Pero no era solo su apariencia lo que había cambiado. Felix se había convertido en un torbellino de quejas murmuradas, gestos exagerados y energía errática que llenaba el silencioso corredor.
La diferencia era como el día y la noche. Las mismas personas que afirmaba extrañar y amar anteriormente cuando no estaba borracho, eran las personas a las que ahora maldecía y de las que se quejaba, mientras Leo se sentía inseguro sobre qué pensar de este cambio.
—Esta estúpida prueba —refunfuñó Felix, pateando débilmente una piedrecilla por el suelo—. ¿Qué clase de psicópata enfermo pone a la gente en un juego mortal como este? ¿Eh? ¿Qué somos, gladiadores? ¡Yo no me apunté a esta mierda!
Tomó otro trago de su calabaza, el líquido chapoteando ruidosamente mientras se limpiaba la boca con la manga.
—¡Y mis padres! Oh, ellos tienen la culpa de esto. «Felix, tienes potencial», dijeron. «Felix, únete a la academia», dijeron. «Te hará más fuerte», dijeron. ¡¿Más fuerte?! ¡Nunca he estado más aterrorizado en toda mi vida!
Su voz se quebró, y dejó escapar un suspiro dramático, dejando caer la cabeza contra la pared.

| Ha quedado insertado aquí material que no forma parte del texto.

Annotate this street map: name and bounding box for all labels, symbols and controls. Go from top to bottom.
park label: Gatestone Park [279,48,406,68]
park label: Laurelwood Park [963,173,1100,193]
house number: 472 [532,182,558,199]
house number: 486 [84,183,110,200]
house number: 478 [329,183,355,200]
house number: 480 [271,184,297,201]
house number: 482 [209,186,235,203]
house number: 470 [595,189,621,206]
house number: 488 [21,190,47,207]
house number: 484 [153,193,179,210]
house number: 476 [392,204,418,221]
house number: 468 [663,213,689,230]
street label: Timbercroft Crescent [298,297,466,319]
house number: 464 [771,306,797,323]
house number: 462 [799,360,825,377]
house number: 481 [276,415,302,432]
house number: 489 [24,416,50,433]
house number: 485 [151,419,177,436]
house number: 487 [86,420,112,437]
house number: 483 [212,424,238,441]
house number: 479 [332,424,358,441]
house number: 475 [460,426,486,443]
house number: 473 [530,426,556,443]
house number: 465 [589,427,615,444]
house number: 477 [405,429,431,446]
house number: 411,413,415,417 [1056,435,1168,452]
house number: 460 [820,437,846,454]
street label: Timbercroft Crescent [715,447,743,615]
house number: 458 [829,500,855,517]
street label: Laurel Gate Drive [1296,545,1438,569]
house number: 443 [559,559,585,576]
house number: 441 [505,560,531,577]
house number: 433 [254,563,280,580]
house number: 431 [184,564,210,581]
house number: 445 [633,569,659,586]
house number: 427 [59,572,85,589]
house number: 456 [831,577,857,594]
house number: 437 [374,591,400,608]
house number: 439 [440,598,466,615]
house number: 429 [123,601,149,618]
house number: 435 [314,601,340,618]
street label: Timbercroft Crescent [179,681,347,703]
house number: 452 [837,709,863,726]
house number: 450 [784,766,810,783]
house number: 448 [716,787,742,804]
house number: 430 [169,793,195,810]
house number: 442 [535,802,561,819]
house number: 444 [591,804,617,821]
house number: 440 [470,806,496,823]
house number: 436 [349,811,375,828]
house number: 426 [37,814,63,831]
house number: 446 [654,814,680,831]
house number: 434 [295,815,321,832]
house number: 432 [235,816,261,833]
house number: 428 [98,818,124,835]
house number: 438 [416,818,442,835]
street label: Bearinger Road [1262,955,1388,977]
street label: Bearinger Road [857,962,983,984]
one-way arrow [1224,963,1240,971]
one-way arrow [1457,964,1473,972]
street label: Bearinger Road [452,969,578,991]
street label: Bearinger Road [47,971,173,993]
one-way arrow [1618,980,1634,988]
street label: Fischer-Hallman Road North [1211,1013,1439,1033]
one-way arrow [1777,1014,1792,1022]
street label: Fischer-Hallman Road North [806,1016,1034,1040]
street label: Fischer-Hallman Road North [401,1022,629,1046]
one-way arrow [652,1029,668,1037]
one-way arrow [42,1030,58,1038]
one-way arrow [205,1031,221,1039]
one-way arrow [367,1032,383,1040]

—Y ni siquiera me hagas empezar con mis ancestros —murmuró, señalando con un dedo tembloroso al techo como si se dirigiera directamente a ellos—. Se supone que están velando por mí, ¿no? ¿No es ese su trabajo? ¡Pues están haciendo un trabajo terrible! ¿Cuál es el punto de las bendiciones ancestrales si estoy atrapado aquí, a punto de ser asesinado por psicópatas con espadas?
Gimió ruidosamente, cubriéndose la cara con una mano.
—Te juro, si salgo vivo de aquí, me mudaré a algún planeta agrícola tranquilo. Sin asesinos, sin pruebas, solo yo, algunas vacas y una vida agradable y simple.
Félix tomó otro trago de su calabaza, deteniéndose solo para mirar con furia al aire vacío frente a él. —Y ni siquiera pienses en enviarme a otra misión, Mamá. He terminado. T-E-R-M-I-N-A-D-O. ¿Me oyes?
Agitó la calabaza en el aire como una bandera, su voz aumentando en volumen. —¡Voy a vivir como un rey! ¡No más pruebas! ¡No más
Su mirada se desvió hacia Leo, que lo observaba en silencio, con una expresión indescifrable. Félix se congeló en medio de su diatriba, sus ojos entrecerrándose mientras su bravuconería se encendía.
—¿Qué? ¿Tienes algún problema? —espetó Félix, poniéndose de pie inestablemente. Apuntó con un dedo en dirección a Leo, su rostro sonrojado retorciéndose en un ceño exagerado—. ¡No me gusta tu mirada crítica! ¿Crees que tengo miedo? ¿Eh? ¿Es eso?
Leo levantó una ceja, recostándose contra la pared. —No he dicho nada.
—Sí, bueno, lo estabas pensando —replicó Félix, tambaleándose ligeramente mientras trataba de mantener su postura—. ¿Quieres pelear? ¿Eh? ¿Quieres probar este puño también?
Leo suspiró, su agotamiento haciendo imposible reunir cualquier irritación real. —Félix, siéntate.
Félix resopló, cruzando los brazos indignado pero eventualmente desplomándose contra la pared. —Sí, lo que sea. De todos modos no iba en serio. Tienes suerte de que no tenga ganas de darte una lección ahora mismo.
Los labios de Leo se crisparon, pero no dijo nada, su atención ya desviándose hacia el sonido de pasos débiles que resonaban por el corredor.
—Hay alguien aquí abajo... Otra presa para matar —dijo una voz femenina, mientras dos pares de pasos apresurados de repente se dirigían por el corredor.